▸ Records shown:
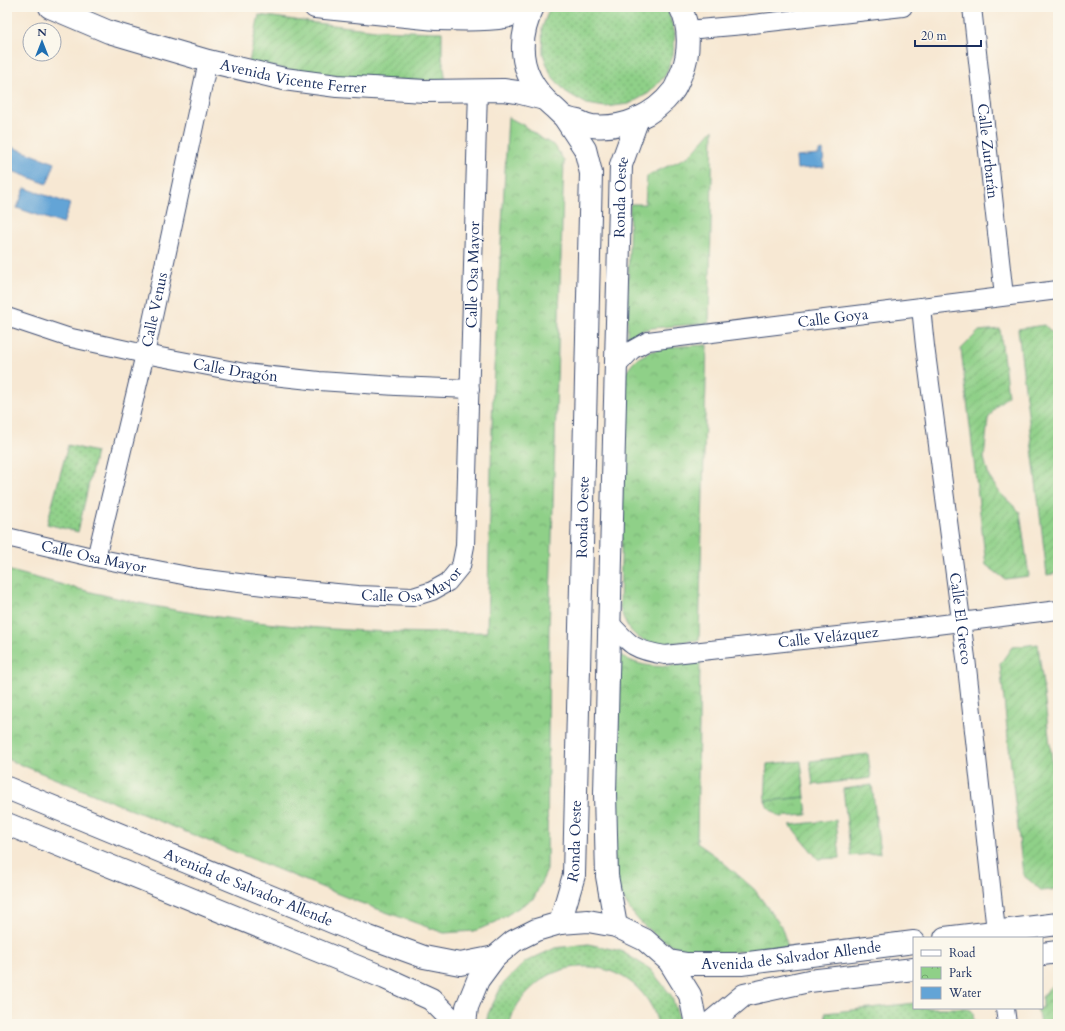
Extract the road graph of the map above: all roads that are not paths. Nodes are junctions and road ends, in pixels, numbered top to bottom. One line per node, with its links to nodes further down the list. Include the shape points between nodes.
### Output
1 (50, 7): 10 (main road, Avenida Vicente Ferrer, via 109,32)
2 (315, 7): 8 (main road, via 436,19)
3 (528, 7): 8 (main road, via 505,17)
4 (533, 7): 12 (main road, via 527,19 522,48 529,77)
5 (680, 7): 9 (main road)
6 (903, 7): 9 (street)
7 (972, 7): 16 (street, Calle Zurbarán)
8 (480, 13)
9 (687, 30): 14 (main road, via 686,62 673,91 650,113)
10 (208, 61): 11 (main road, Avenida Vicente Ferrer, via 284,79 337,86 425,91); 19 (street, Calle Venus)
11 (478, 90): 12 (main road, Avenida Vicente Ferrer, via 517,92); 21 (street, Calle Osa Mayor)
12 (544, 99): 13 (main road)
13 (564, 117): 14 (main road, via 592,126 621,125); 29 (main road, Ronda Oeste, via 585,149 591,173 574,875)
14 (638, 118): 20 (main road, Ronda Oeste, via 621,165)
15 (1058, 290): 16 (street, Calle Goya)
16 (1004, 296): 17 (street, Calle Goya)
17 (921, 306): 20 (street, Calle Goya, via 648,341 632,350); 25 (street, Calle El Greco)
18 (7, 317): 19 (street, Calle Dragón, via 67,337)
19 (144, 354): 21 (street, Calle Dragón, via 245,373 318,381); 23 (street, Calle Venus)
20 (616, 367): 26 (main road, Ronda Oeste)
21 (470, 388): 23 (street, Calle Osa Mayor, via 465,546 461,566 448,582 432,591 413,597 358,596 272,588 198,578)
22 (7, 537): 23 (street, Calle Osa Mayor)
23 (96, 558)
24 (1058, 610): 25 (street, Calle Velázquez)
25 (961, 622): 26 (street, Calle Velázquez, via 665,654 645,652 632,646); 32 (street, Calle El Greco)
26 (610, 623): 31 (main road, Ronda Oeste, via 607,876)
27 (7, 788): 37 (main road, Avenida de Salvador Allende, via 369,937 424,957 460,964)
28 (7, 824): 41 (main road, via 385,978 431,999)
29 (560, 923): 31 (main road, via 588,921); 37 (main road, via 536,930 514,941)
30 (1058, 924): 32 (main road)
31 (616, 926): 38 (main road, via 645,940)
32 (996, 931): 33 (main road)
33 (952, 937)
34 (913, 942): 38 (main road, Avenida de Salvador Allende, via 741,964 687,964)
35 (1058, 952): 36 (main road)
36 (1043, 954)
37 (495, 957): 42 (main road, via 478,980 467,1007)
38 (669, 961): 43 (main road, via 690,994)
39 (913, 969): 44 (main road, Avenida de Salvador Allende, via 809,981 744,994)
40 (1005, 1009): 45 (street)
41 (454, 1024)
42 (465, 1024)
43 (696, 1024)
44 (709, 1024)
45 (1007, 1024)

---

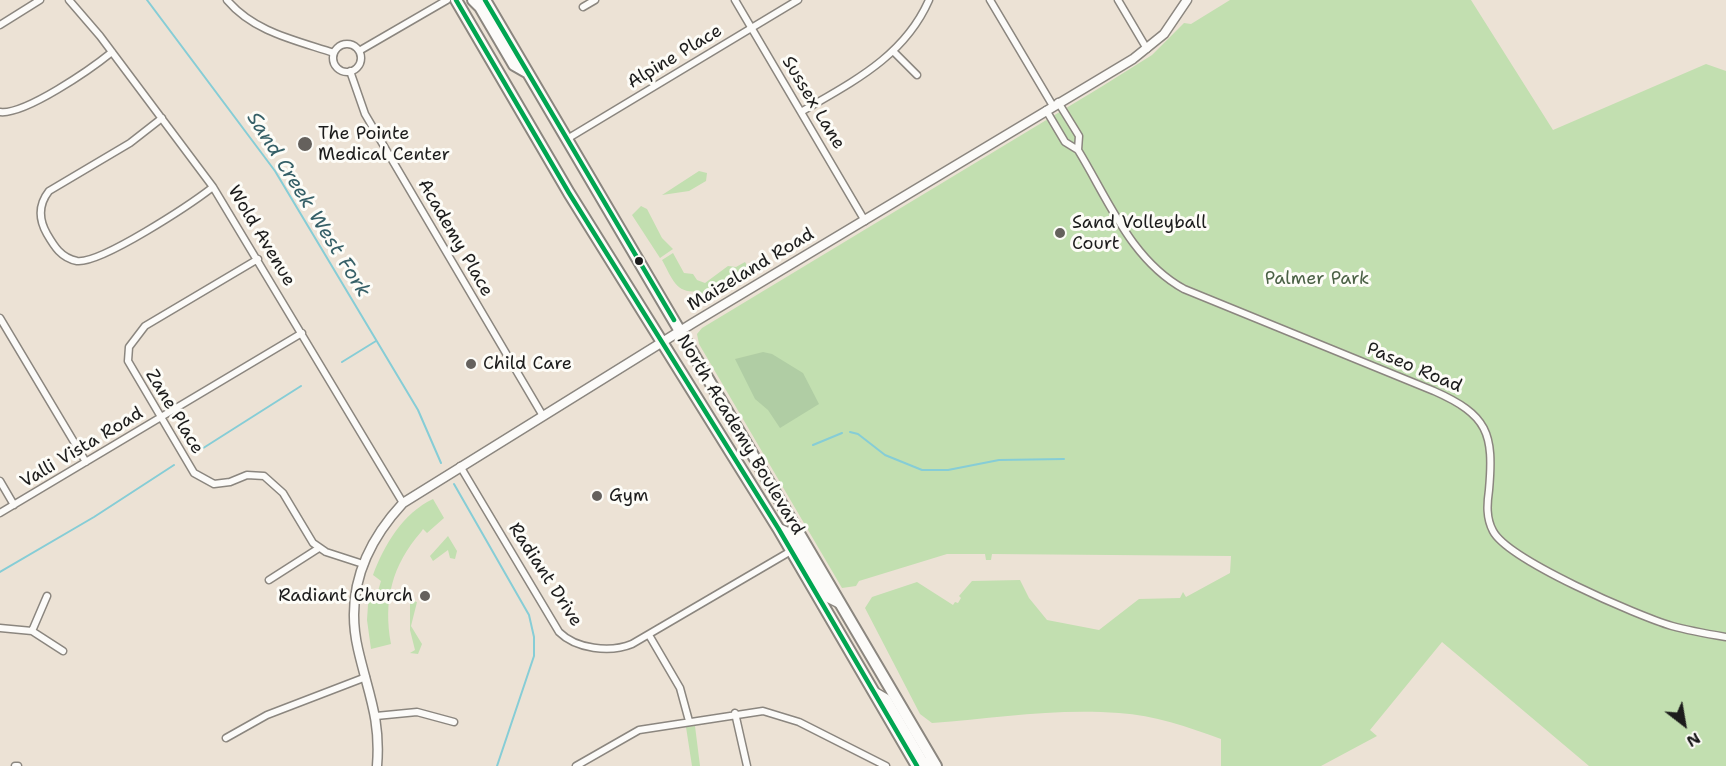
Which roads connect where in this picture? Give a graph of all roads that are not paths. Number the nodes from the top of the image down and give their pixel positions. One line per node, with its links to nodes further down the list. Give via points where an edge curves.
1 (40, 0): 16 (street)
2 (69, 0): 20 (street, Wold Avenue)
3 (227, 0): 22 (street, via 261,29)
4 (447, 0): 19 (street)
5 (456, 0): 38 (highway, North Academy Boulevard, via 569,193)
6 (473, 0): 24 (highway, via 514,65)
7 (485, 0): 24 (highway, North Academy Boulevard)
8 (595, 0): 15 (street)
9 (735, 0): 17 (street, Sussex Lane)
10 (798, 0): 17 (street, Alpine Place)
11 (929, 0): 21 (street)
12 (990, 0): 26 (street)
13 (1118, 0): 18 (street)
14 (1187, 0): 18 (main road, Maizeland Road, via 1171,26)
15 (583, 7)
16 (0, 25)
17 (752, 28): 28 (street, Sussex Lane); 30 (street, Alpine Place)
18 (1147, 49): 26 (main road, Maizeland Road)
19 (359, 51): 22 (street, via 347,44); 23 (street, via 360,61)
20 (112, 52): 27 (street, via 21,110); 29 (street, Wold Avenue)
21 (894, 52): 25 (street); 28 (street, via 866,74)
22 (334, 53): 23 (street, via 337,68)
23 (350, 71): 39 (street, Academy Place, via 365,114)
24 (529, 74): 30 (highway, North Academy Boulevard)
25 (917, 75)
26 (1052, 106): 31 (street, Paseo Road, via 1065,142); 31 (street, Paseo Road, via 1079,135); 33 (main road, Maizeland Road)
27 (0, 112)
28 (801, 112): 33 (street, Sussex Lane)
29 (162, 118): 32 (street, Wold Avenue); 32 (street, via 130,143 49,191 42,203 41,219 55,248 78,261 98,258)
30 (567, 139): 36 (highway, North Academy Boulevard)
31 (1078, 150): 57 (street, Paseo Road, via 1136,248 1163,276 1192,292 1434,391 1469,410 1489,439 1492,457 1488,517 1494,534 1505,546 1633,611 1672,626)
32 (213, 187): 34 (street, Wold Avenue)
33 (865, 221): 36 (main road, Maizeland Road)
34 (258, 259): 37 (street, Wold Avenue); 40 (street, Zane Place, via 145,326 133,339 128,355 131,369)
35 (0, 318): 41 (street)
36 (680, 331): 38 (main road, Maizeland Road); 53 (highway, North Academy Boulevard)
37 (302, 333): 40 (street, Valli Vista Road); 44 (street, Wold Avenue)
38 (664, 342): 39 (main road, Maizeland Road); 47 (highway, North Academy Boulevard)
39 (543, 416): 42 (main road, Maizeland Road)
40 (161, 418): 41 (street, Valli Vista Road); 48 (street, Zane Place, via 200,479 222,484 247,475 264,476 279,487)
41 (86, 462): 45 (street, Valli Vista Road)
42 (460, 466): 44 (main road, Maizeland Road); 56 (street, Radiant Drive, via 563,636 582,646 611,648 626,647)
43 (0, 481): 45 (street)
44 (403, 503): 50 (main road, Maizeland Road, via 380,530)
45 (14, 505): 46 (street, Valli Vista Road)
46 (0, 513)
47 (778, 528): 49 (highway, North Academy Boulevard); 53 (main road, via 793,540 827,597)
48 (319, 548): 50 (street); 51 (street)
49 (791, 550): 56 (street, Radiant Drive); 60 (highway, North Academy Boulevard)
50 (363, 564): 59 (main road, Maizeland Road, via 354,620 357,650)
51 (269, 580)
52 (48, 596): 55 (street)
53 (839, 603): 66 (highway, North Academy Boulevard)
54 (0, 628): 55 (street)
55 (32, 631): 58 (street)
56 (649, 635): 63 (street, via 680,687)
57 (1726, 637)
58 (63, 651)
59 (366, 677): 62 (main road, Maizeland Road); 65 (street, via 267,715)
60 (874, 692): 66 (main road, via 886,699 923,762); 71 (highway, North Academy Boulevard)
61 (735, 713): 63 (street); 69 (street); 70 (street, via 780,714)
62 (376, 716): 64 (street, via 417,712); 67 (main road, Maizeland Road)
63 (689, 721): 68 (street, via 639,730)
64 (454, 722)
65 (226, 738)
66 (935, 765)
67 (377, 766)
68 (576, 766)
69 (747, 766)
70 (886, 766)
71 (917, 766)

▸ What to do: Please copy all lines of the listing in which the string "Radiant" occurs.

▸ Reply:
42 (460, 466): 44 (main road, Maizeland Road); 56 (street, Radiant Drive, via 563,636 582,646 611,648 626,647)
49 (791, 550): 56 (street, Radiant Drive); 60 (highway, North Academy Boulevard)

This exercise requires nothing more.